Sunday, September 12, 2010

It's Not So Much About the Shul Service...

...as it is about the memories.

I realized this Rosh Hashana while standing in shul that our memories of  Rosh Hashanahs and Yom Kippurs and Sukkots and Simchat Torahs are truly significant and help sustain us, embrace us and sometimes add to our praying.

As I listened to the shofar blowing, I thought of my dad in Gan Eden (I have absolutely no doubt in the world that he's way up there!) and thought of past services. I realized that it isn't so much about the praying that I was remembering, but rather what went on after shul.

I remembered families seeking each other out after services were over to gather up and head home. I'd walk down the stairs from the women's gallery and seek my father and brothers out. It was about the 25-minute walk home together, my arm enveloped under my father's arm, or in his coat pocket, and trying to walk with both my parents in one line on the narrow sidewalk.
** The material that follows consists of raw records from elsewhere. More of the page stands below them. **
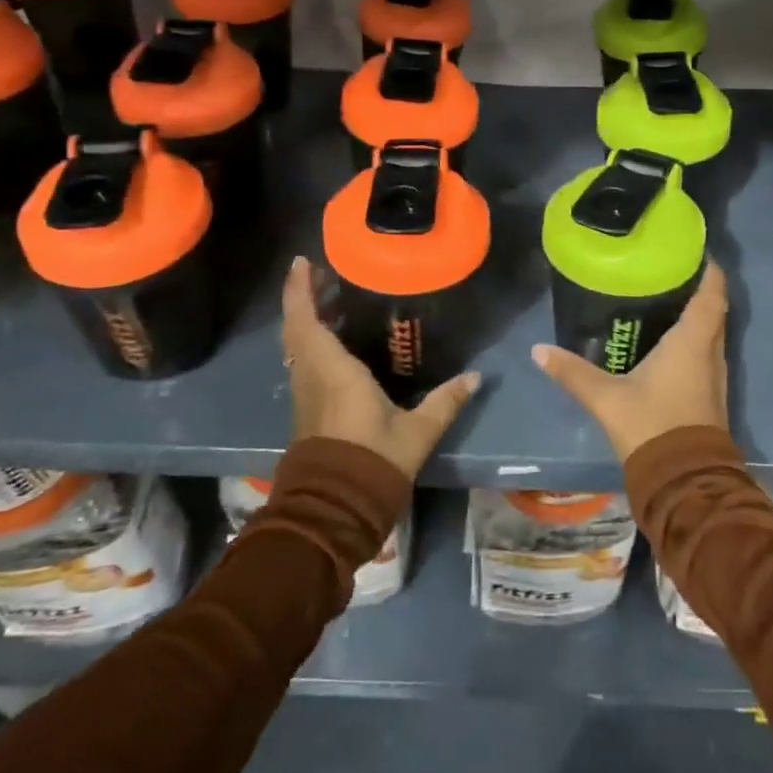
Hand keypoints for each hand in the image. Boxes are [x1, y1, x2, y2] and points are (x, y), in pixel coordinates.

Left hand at [280, 256, 480, 479]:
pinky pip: (304, 363)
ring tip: (332, 301)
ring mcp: (306, 394)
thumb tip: (476, 377)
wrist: (334, 510)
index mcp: (333, 371)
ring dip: (307, 320)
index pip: (305, 321)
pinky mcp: (308, 410)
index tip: (303, 261)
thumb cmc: (372, 461)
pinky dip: (313, 342)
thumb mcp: (416, 431)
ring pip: (297, 346)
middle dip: (303, 298)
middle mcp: (312, 376)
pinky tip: (338, 342)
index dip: (299, 290)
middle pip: (296, 328)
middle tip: (324, 275)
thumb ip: (445, 401)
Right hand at [531, 261, 728, 462]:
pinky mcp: (711, 396)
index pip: (711, 295)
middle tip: (668, 271)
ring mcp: (715, 377)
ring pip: (712, 334)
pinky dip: (693, 339)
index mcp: (691, 342)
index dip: (709, 270)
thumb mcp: (605, 398)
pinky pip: (706, 354)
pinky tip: (667, 341)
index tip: (695, 251)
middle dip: (698, 289)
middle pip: (713, 311)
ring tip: (665, 299)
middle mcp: (710, 353)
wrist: (684, 482)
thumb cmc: (651, 426)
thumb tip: (538, 350)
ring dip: (697, 316)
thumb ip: (572, 372)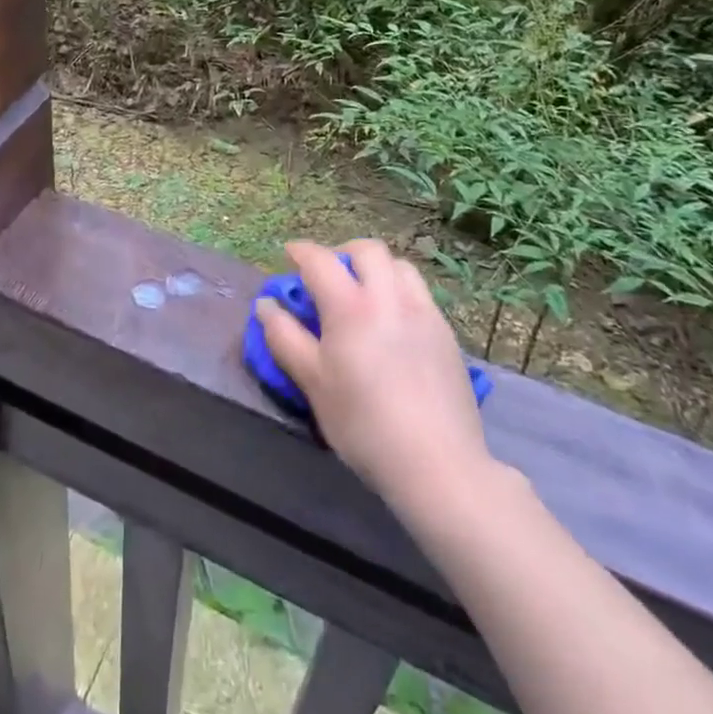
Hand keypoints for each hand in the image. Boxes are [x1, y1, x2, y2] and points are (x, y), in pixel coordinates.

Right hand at [256, 239, 499, 514]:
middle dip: (342, 253)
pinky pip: (419, 292)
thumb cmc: (364, 424)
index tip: (290, 255)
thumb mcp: (313, 384)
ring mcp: (423, 312)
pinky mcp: (446, 333)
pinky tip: (392, 322)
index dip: (301, 251)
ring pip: (399, 265)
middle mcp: (389, 297)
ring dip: (376, 268)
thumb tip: (266, 305)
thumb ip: (285, 338)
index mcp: (350, 306)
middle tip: (328, 275)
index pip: (321, 260)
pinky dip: (399, 290)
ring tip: (363, 293)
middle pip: (367, 250)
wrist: (437, 463)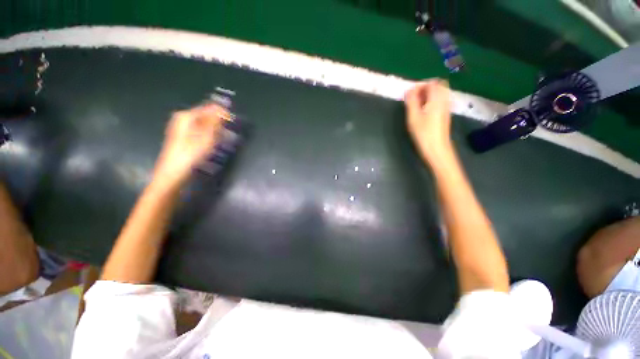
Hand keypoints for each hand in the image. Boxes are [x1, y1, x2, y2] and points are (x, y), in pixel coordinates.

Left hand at [153, 104, 227, 186]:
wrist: (174, 174)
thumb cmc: (191, 156)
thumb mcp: (206, 138)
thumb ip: (215, 122)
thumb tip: (222, 110)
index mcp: (186, 116)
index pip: (209, 107)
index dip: (223, 113)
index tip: (233, 122)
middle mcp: (183, 120)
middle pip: (207, 116)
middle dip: (219, 123)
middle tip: (229, 133)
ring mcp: (183, 129)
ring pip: (205, 125)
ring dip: (216, 131)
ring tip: (223, 140)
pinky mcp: (185, 138)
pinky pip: (201, 132)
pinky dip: (210, 136)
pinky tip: (213, 144)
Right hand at [404, 79, 452, 162]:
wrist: (437, 149)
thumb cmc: (423, 133)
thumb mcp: (413, 117)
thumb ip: (411, 101)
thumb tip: (409, 90)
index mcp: (437, 99)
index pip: (432, 82)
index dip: (420, 85)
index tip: (410, 94)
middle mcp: (444, 100)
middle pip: (438, 86)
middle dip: (425, 88)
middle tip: (414, 98)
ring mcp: (446, 108)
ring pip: (439, 94)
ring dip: (428, 95)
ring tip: (417, 105)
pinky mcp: (445, 115)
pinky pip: (440, 101)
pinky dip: (431, 101)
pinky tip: (423, 112)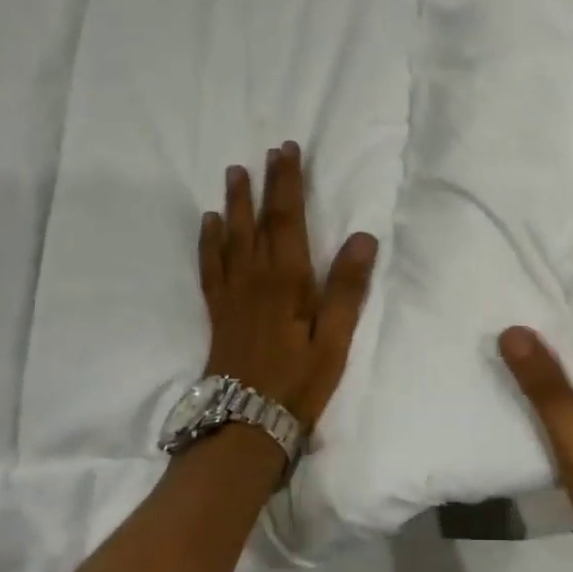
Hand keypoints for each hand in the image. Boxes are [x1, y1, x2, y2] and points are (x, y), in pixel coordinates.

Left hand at [199, 142, 377, 429]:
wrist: (245, 422)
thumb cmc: (298, 381)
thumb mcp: (335, 339)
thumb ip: (347, 288)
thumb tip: (363, 237)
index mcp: (286, 279)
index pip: (287, 218)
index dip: (287, 182)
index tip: (287, 150)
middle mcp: (255, 277)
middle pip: (258, 220)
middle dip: (264, 183)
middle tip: (266, 152)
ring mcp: (232, 292)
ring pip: (231, 236)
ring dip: (234, 202)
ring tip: (234, 173)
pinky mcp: (219, 309)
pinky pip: (210, 264)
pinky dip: (209, 240)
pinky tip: (210, 224)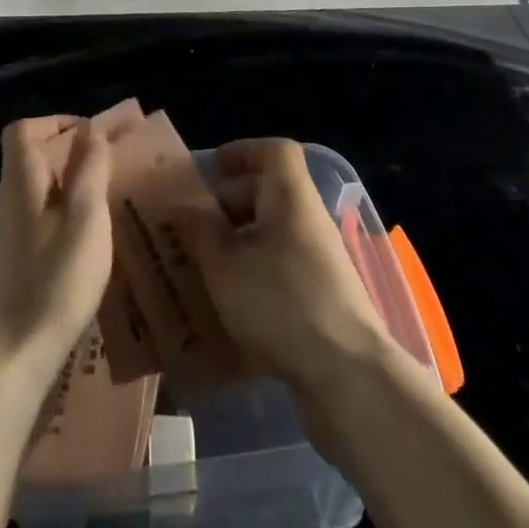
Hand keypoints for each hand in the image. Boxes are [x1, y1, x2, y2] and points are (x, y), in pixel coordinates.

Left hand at [0, 116, 113, 390]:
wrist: (5, 363)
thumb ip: (90, 169)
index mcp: (19, 181)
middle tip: (105, 179)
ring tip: (98, 218)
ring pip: (32, 198)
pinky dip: (53, 226)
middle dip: (67, 161)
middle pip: (29, 162)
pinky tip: (75, 258)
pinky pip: (29, 228)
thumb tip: (91, 131)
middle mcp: (1, 201)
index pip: (23, 129)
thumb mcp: (86, 219)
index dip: (55, 123)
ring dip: (63, 196)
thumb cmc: (52, 282)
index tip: (89, 137)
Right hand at [175, 139, 390, 399]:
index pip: (274, 151)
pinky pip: (283, 269)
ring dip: (240, 243)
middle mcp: (309, 219)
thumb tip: (181, 207)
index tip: (211, 172)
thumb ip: (199, 230)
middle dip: (231, 204)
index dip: (242, 152)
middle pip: (270, 192)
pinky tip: (230, 306)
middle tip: (195, 226)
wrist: (348, 376)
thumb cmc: (280, 302)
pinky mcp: (324, 298)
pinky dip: (256, 276)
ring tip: (204, 268)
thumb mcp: (225, 264)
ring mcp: (321, 260)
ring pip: (274, 234)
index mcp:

My brothers would be ahead or follow behind, chatting between themselves or other shul friends and family. The stopping off at a neighbor's to wish them a good Yom Tov and a good year. The reaching home and gathering round the table, my parents, brothers and myself, and eating the familiar and traditional foods each year. My father telling the story of standing on line for  a long period of time in the fish market to buy the chopped fish that he would make gefilte fish from. Eating the applesauce and compote or the baked apples that my parents would make a few days before the chag.

(We'd go apple picking, buy a couple bushels to store in the basement's cold cellar over the winter. And as Rosh Hashanah would near, my parents would stand at the counter and peel countless apples -- I was always amazed at my father's speed and ability to pare an apple skin in one long, extended strip. When I started helping them out in peeling apples, I would have finished peeling half an apple by the time that my father peeled three apples.)

It's that family togetherness, the minhagim and the brachot my parents bestowed upon one another and us children that I remember, that warm my heart, as I stand in shul, listen to the sounds of the shofar and pray for my voice/our voices to be heard.

Monday, September 06, 2010

We're Almost at the Finish Line...

So another year is coming to an end.

Has it been a good one for you? I sure hope so.

Was it a meaningful one for you? I sure hope so.

Did you make optimum choices that benefitted you/your family? I sure hope so.

Were simchas part of your social calendar? I sure hope so.

As we approach the new year, let me take this opportunity to wish each and every one of you who mark and celebrate Rosh Hashanah a most sweet, healthy and happy upcoming year: 5771. May you and your families bask in brachot/blessings that lift and carry you through the year. May shalom/peace surround you, Israel, and Jews the world over.



Shanah Tovah to my readers and fellow bloggers.
And as my dear father always said, "May we able to wish each other the same again next year!"